:: What to work on ::
The answer should be a single number: how many lines of the entries below hold the word "change".

[Records from a data source]
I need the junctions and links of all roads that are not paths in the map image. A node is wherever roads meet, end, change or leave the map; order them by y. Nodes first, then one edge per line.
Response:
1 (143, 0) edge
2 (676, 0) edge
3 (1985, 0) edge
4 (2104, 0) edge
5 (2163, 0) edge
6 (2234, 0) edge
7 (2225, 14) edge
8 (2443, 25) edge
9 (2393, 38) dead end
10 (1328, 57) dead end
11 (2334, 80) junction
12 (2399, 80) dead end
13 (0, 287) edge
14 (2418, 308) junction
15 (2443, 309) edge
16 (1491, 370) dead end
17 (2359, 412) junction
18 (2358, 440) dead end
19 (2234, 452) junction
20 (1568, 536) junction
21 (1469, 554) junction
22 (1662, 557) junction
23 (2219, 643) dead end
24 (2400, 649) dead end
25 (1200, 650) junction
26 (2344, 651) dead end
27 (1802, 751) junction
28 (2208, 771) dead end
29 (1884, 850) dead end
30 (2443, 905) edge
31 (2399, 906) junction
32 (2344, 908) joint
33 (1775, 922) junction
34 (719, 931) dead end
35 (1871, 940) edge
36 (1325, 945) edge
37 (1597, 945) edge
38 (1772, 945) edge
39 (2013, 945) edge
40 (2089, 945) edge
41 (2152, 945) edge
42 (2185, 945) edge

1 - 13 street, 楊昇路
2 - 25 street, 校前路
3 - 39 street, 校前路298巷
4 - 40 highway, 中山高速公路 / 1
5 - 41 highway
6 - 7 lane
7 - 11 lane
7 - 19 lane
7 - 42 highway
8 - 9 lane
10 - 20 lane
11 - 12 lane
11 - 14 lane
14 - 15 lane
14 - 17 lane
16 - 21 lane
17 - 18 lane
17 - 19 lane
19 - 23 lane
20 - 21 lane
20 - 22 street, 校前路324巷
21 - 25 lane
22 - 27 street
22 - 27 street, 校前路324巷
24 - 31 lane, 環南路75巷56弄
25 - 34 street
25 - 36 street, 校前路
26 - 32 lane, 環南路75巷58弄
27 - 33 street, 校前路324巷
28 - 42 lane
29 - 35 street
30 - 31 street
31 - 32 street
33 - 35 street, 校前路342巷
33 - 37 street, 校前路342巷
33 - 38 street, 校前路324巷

* * *

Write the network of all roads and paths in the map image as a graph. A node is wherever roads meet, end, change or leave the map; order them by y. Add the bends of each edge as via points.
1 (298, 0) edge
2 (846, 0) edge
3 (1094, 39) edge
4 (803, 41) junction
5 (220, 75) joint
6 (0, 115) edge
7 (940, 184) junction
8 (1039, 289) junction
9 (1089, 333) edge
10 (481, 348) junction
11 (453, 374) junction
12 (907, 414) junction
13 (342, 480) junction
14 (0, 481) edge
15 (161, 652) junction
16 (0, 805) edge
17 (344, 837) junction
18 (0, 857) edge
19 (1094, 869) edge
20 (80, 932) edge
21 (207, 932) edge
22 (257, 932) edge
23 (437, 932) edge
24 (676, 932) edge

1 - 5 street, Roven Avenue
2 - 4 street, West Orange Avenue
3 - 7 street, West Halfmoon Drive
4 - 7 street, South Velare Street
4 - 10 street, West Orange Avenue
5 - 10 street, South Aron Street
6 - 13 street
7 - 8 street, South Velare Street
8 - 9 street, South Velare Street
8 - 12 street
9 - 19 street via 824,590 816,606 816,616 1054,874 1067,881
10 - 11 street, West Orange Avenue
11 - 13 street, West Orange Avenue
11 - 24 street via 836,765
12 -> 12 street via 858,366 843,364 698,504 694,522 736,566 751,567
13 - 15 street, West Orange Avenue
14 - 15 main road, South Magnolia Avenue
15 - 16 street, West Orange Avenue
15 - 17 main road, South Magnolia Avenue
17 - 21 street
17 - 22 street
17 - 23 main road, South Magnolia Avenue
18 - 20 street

:: Answer space ::
2